People Like Us(59)
The second, a lock of my hair, again, with one of the blooms.
The third, a smear of blood on an index card. With every note, we sent another orchid bloom.
On the fourth day we sent a carefully scrubbed rib bone from the dining hall with the note All of me.
That night, Tricia said the Dear Valentine delivery girl showed up at her door, looking nervous. She said the sender was pretty upset and asked us to please stop delivering the notes. But by then we had so many ideas, Tricia happily bankrolled the rest of the project, and the delivery girl agreed to take the money, no questions asked. I guess now I know that’s not the whole truth. Nola was the delivery girl, and Tricia didn’t pay her in money. She paid her in promises and lies. It was just as cruel as the actual prank.
We’d had so much fun on the Dear Valentine project, hunting for “body parts” online, in village shops, even in the woods. Only Brie wouldn’t be a part of it. She completely dropped off the radar during that whole period. On the day I burst into her room with a weirdly realistic candy brain we’d ordered off the internet, she looked at me and just pointed to the door without saying a word.

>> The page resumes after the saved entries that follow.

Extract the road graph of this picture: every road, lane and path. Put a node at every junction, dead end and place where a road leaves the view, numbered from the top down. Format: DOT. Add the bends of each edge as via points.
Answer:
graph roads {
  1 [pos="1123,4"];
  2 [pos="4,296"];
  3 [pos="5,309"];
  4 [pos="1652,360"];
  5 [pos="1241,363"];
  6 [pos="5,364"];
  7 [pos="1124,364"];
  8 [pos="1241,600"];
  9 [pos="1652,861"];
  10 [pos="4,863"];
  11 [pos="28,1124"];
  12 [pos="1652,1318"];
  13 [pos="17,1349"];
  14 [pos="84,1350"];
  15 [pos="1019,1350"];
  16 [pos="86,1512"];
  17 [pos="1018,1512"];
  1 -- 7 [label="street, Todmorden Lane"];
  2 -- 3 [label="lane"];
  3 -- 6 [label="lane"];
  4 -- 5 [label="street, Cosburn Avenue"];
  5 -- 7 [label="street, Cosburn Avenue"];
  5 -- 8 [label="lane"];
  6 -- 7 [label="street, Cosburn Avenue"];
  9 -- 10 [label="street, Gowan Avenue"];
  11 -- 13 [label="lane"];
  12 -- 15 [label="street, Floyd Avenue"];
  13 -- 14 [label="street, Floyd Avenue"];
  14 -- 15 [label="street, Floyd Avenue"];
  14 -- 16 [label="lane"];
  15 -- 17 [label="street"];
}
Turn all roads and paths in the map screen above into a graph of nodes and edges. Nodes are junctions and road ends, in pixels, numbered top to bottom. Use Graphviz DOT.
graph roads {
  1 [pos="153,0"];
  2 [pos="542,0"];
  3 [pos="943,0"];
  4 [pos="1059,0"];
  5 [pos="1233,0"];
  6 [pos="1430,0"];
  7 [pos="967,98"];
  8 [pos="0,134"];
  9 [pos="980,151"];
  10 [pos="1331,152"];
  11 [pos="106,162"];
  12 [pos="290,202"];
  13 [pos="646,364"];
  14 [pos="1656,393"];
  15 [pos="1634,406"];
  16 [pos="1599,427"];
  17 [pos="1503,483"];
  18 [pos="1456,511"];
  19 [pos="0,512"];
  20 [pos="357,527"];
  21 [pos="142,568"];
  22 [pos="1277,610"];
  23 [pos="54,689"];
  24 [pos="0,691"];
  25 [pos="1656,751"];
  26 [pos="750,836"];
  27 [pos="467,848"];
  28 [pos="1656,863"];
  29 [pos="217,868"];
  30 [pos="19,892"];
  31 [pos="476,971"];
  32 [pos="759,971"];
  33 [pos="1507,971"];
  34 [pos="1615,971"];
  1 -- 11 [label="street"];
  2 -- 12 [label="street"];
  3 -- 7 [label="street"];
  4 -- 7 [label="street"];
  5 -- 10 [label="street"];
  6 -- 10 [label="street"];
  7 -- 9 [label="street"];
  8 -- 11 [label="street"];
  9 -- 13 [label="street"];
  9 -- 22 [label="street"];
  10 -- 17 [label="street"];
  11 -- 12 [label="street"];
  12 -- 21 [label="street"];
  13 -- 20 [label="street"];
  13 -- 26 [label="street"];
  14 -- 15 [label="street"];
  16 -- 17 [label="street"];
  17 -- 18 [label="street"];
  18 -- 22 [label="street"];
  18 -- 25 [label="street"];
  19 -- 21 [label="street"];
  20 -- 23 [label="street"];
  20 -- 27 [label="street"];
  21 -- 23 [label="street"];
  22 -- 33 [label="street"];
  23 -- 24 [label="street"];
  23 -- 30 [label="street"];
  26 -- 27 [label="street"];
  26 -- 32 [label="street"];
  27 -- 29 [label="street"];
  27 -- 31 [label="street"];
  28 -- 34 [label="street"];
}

That just made me throw myself into the project with more determination. If Brie didn’t get it, Tai and Tricia did. It was a joke.
At the end, the orchid plant was just two skeletal stems wired to fake plastic twigs, and I felt a little better. I tossed the stems, scrubbed the vase, and filled it with chocolate kisses, which Brie had given me a bag of, with no card and no real kiss. It served Dear Valentine girl right. She was mocking me with her gift, and if she had anything to say to me, she could say it to my face.
I thought that was the end of it.
But when I texted Brie asking her to the Spring Gala, she turned me down again, with no explanation. I wrote back with my heart pounding, Someone else? And she wrote, Dear Valentine Girl. She didn’t show up at the dance at all.
We never talked about it again.
That was my first and last prank. Initiation and hazing, yes. But nothing like Dear Valentine.
I finally look up at Greg. “I did that to Jessica. My friends, too. She probably thought Brie was involved, but Brie refused. That’s probably the unspeakably mean thing Jessica was referring to.”
“Jesus, Kay, it didn’t even occur to you that she might have actually liked you?”
“You tell me. I was hanging out with Brie at the time. All the time. They weren’t mean; I just took them that way.”
He sighs heavily. “She never told me, so there’s no way to know. She still retaliated against Brie, so Brie had a motive to get back at her.”
“She didn’t do it. She wouldn’t even send a shitty valentine.”
“It all depends on what happened afterward,” Greg says. “Did they or did they not run into each other the night of the murder? Is it possible?”
I think back to the night of the murder. I had drained half the bottle of prosecco when the headlights swept over the dark water. The details of my thinking were fuzzy, like scribbles on torn notepaper, but the ideas were bold and urgent and strong. I didn’t stand up when Spencer got out of his car and slammed the door, because I knew I might sway and crash, and I needed him to understand how serious this was.
He looked down at me, shocked. “Katie?”
“Who the fuck is Jess?”
He checked his phone. “Oh shit. I’m so sorry. I got two calls in a row. I just assumed.”
“You said everything was going to be okay.”
“I wanted it to be. I still do.”
“After what you did?”
“I don’t know what to do anymore.” He took a sip from my bottle and made a face. “God, Katie.”
“Make it okay.” I pulled him close and kissed him. I was still sweaty from the dance and cold from the chilled night air and the combination made me shiver against his warm skin.
“I don’t know how anymore,” he whispered into my mouth.
“End it. Whoever she is, get rid of her. I don’t want to hear her name again. I never want to see her face.” I edged back into the shadows, pulling him by the hand.
“Will I still hear Brie’s name?”
“She’s gone.” I kissed him again, slower, dancing my body against his, guiding his hand around my waist, the other on my shoulder, his fingers entwined in the strap of my dress. “Get rid of this girl.”
* * *
? ? ?
NOW GREG LOOKS at me expectantly. “Is it possible Brie could have fought with Jessica that night?”
I shake my head. “I doubt it.”
19
When I get back to my room, I find a piece of masking tape over my nameplate with the word KILLER printed on it in thick red letters. The door is plastered with messages scrawled in black and red permanent markers, along with a few newspaper clippings about the recent murders. Someone has drawn a grotesque cartoon of a hangman with a cat’s body dangling from the gallows with the letters K-A-Y in the blanks. The phrase You might as well be dead, too is repeated several times in a variety of colors and handwriting. There are subtle references to at least a dozen girls I’ve pissed off over the past three and a half years, funneled into a general hostility and summed up by the cartoon of the hanging cat, the corpse I handled, but whose death I played no part in.